Impact of salinity on spontaneous emulsification near water/oil interfaces

Abstract

Natural surfactants that are present in complex crude oil may induce spontaneous emulsification in the oil and brine phases that co-exist in rock pores. This process is known to be affected by the salinity of brine. However, the role of salinity in water-oil micro-emulsification is not fully understood. In this paper, we report on our experimental studies of the effect of salinity on spontaneous emulsification in a “mixture” of dodecane and brine. The dodecane contains SPAN 80 surfactant and brine with different salinity values, varying from 0.2 % to 20 % (by weight). For our observations, we use dynamic light scattering (DLS) technique to capture nano-scale emulsion formation and pendant drop method to observe micro-scale emulsion dynamics. The DLS experiments show that small (2.2 nm) and medium-sized emulsions (100 nm) are formed at low salinities, while at higher salinities only smaller droplets are formed and emulsification is reduced.

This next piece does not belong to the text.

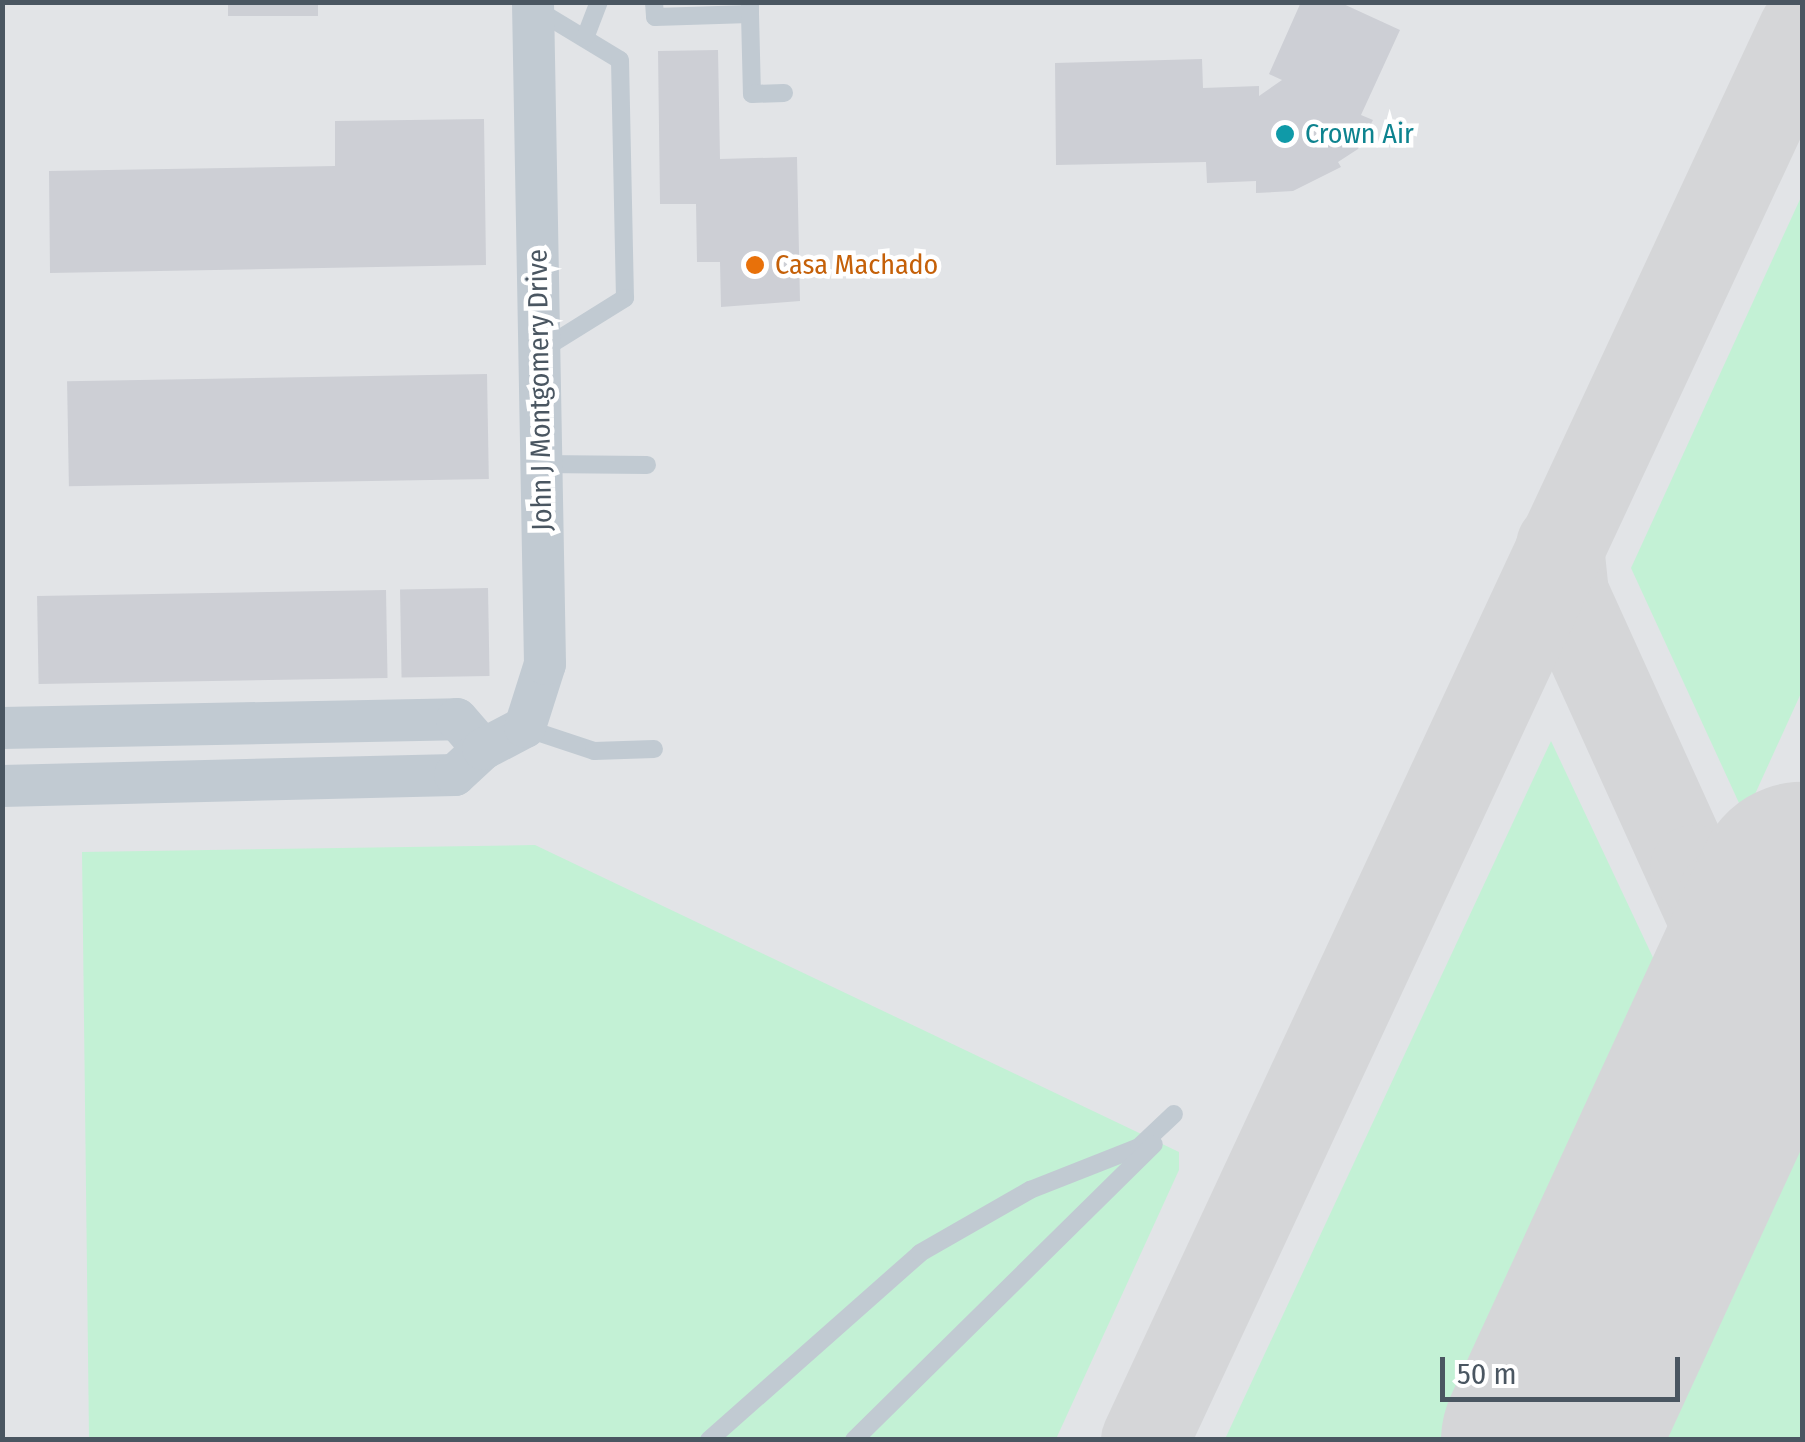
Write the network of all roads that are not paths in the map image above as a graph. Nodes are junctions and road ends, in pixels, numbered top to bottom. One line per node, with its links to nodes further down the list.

In pendant drop experiments, dodecane and heptane systems were tested over 13 h. Heptane exhibited faster emulsification at water-oil interfaces in the cases with pure water and low salinity brine (0.2 %), where the changes at interfacial area occurring within two hours and significant droplet shrinkage by 13 h. Lower salinity enhances micelle activity and emulsification, while higher salinities (2 %, 5 %, and 20 %) stabilize the oil-water interface and suppress emulsion formation. Dodecane exhibits a similar trend in emulsification but forms more stable emulsions and maintains a more stable water-oil interface compared to heptane. Additionally, we present the theory of reverse micelle exclusion through a theoretical derivation, providing a deeper understanding of the emulsification mechanism. Four distinct scenarios are schematically presented to explain the influence of salinity on spontaneous emulsification, illustrating how varying salinity levels affect micelle formation and emulsion behaviour. This study provides valuable insights into optimizing salinity levels in enhanced oil recovery.